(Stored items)
↓↓↓

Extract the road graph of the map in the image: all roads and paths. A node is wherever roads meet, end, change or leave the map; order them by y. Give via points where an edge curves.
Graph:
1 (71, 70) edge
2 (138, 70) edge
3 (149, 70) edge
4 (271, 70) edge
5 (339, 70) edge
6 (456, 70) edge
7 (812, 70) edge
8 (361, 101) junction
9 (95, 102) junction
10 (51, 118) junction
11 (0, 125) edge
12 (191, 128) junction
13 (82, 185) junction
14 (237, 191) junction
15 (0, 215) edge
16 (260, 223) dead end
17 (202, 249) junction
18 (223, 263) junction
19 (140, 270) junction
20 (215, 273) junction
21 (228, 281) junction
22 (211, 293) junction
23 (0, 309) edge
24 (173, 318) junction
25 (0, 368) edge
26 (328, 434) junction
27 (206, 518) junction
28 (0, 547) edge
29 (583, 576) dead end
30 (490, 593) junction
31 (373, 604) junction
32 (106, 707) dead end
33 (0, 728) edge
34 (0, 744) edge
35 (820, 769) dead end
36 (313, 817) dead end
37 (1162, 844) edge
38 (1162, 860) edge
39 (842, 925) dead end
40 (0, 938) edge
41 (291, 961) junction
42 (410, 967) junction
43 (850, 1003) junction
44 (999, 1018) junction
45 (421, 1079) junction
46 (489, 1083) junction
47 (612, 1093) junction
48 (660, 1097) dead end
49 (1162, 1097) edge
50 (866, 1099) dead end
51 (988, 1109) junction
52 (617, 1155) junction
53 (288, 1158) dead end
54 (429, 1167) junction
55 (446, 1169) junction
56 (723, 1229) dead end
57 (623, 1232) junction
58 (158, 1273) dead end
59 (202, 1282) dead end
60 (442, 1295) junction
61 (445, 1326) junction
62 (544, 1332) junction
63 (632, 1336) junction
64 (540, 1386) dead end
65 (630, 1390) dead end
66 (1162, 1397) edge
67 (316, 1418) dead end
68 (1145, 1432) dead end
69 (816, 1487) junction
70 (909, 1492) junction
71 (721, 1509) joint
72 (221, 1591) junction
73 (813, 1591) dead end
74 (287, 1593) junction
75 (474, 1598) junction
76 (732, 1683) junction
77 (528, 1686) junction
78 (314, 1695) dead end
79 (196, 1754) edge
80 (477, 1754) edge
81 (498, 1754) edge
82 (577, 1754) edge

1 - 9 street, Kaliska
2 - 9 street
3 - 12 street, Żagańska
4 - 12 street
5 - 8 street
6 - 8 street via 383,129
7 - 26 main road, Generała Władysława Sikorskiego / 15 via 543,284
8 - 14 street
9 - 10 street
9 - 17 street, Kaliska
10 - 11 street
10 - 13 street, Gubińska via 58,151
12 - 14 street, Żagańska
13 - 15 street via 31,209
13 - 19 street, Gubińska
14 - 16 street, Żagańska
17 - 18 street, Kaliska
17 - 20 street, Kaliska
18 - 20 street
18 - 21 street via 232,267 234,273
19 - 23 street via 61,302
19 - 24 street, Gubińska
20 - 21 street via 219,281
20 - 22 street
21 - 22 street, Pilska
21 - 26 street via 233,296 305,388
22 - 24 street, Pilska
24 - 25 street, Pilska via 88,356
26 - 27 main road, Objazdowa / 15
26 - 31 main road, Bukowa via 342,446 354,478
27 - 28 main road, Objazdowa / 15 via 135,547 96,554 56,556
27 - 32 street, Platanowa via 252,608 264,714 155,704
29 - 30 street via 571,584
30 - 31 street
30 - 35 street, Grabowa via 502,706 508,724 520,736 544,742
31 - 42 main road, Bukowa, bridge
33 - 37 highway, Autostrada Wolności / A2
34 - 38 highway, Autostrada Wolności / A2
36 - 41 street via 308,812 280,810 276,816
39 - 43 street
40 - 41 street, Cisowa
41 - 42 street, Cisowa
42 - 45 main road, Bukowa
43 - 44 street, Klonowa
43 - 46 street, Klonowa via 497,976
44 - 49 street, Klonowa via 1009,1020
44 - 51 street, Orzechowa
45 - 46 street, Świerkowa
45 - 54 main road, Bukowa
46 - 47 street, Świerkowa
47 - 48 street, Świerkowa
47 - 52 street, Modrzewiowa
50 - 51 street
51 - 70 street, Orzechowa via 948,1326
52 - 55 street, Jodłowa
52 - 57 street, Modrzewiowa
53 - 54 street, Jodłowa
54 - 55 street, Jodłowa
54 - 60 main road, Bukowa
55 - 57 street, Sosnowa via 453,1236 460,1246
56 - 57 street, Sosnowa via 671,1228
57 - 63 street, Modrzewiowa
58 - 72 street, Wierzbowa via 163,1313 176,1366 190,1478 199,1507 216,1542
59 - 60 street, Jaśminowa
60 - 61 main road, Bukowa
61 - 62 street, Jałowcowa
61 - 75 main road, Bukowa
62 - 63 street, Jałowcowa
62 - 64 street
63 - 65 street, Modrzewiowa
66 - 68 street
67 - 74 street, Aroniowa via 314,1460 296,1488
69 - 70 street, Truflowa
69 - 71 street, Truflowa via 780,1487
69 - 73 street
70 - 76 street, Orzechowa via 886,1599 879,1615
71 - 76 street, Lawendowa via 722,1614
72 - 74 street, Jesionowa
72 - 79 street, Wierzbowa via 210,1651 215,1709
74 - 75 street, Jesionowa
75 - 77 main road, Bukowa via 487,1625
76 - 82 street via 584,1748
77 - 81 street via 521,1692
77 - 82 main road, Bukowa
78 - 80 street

↑↑↑

■ EXERCISE REQUIREMENTS: Each entry above must be set down again without alteration.

■ COMPLETED EXERCISE:
Extract the road graph of the map in the image: all roads and paths. A node is wherever roads meet, end, change or leave the map; order them by y. Give via points where an edge curves.
Graph:
1 (71, 70) edge
2 (138, 70) edge
3 (149, 70) edge
4 (271, 70) edge
5 (339, 70) edge
6 (456, 70) edge
7 (812, 70) edge
8 (361, 101) junction
9 (95, 102) junction
10 (51, 118) junction
11 (0, 125) edge
12 (191, 128) junction
13 (82, 185) junction
14 (237, 191) junction
15 (0, 215) edge
16 (260, 223) dead end
17 (202, 249) junction
18 (223, 263) junction
19 (140, 270) junction
20 (215, 273) junction
21 (228, 281) junction
22 (211, 293) junction
23 (0, 309) edge
24 (173, 318) junction
25 (0, 368) edge
26 (328, 434) junction
27 (206, 518) junction
28 (0, 547) edge
29 (583, 576) dead end
30 (490, 593) junction
31 (373, 604) junction
32 (106, 707) dead end
33 (0, 728) edge
34 (0, 744) edge
35 (820, 769) dead end
36 (313, 817) dead end
37 (1162, 844) edge
38 (1162, 860) edge
39 (842, 925) dead end
40 (0, 938) edge
41 (291, 961) junction
42 (410, 967) junction
43 (850, 1003) junction
44 (999, 1018) junction
45 (421, 1079) junction
46 (489, 1083) junction
47 (612, 1093) junction
48 (660, 1097) dead end
49 (1162, 1097) edge
50 (866, 1099) dead end
51 (988, 1109) junction
52 (617, 1155) junction
53 (288, 1158) dead end
54 (429, 1167) junction
55 (446, 1169) junction
56 (723, 1229) dead end
57 (623, 1232) junction
58 (158, 1273) dead end
59 (202, 1282) dead end
60 (442, 1295) junction
61 (445, 1326) junction
62 (544, 1332) junction
63 (632, 1336) junction
64 (540, 1386) dead end
65 (630, 1390) dead end
66 (1162, 1397) edge
67 (316, 1418) dead end
68 (1145, 1432) dead end
69 (816, 1487) junction
70 (909, 1492) junction
71 (721, 1509) joint
72 (221, 1591) junction
73 (813, 1591) dead end
74 (287, 1593) junction
75 (474, 1598) junction
76 (732, 1683) junction
77 (528, 1686) junction
78 (314, 1695) dead end
79 (196, 1754) edge
80 (477, 1754) edge
81 (498, 1754) edge
82 (577, 1754) edge

1 - 9 street, Kaliska
2 - 9 street
3 - 12 street, Żagańska
4 - 12 street
5 - 8 street
6 - 8 street via 383,129
7 - 26 main road, Generała Władysława Sikorskiego / 15 via 543,284
8 - 14 street
9 - 10 street
9 - 17 street, Kaliska
10 - 11 street
10 - 13 street, Gubińska via 58,151
12 - 14 street, Żagańska
13 - 15 street via 31,209
13 - 19 street, Gubińska
14 - 16 street, Żagańska
17 - 18 street, Kaliska
17 - 20 street, Kaliska
18 - 20 street
18 - 21 street via 232,267 234,273
19 - 23 street via 61,302
19 - 24 street, Gubińska
20 - 21 street via 219,281
20 - 22 street
21 - 22 street, Pilska
21 - 26 street via 233,296 305,388
22 - 24 street, Pilska
24 - 25 street, Pilska via 88,356
26 - 27 main road, Objazdowa / 15
26 - 31 main road, Bukowa via 342,446 354,478
27 - 28 main road, Objazdowa / 15 via 135,547 96,554 56,556
27 - 32 street, Platanowa via 252,608 264,714 155,704
29 - 30 street via 571,584
30 - 31 street
30 - 35 street, Grabowa via 502,706 508,724 520,736 544,742
31 - 42 main road, Bukowa, bridge
33 - 37 highway, Autostrada Wolności / A2
34 - 38 highway, Autostrada Wolności / A2
36 - 41 street via 308,812 280,810 276,816
39 - 43 street
40 - 41 street, Cisowa
41 - 42 street, Cisowa
42 - 45 main road, Bukowa
43 - 44 street, Klonowa
43 - 46 street, Klonowa via 497,976
44 - 49 street, Klonowa via 1009,1020
44 - 51 street, Orzechowa
45 - 46 street, Świerkowa
45 - 54 main road, Bukowa
46 - 47 street, Świerkowa
47 - 48 street, Świerkowa
47 - 52 street, Modrzewiowa
50 - 51 street
51 - 70 street, Orzechowa via 948,1326
52 - 55 street, Jodłowa
52 - 57 street, Modrzewiowa
53 - 54 street, Jodłowa
54 - 55 street, Jodłowa
54 - 60 main road, Bukowa
55 - 57 street, Sosnowa via 453,1236 460,1246
56 - 57 street, Sosnowa via 671,1228
57 - 63 street, Modrzewiowa
58 - 72 street, Wierzbowa via 163,1313 176,1366 190,1478 199,1507 216,1542
59 - 60 street, Jaśminowa
60 - 61 main road, Bukowa
61 - 62 street, Jałowcowa
61 - 75 main road, Bukowa
62 - 63 street, Jałowcowa
62 - 64 street
63 - 65 street, Modrzewiowa
66 - 68 street
67 - 74 street, Aroniowa via 314,1460 296,1488
69 - 70 street, Truflowa
69 - 71 street, Truflowa via 780,1487
69 - 73 street
70 - 76 street, Orzechowa via 886,1599 879,1615
71 - 76 street, Lawendowa via 722,1614
72 - 74 street, Jesionowa
72 - 79 street, Wierzbowa via 210,1651 215,1709
74 - 75 street, Jesionowa
75 - 77 main road, Bukowa via 487,1625
76 - 82 street via 584,1748
77 - 81 street via 521,1692
77 - 82 main road, Bukowa
78 - 80 street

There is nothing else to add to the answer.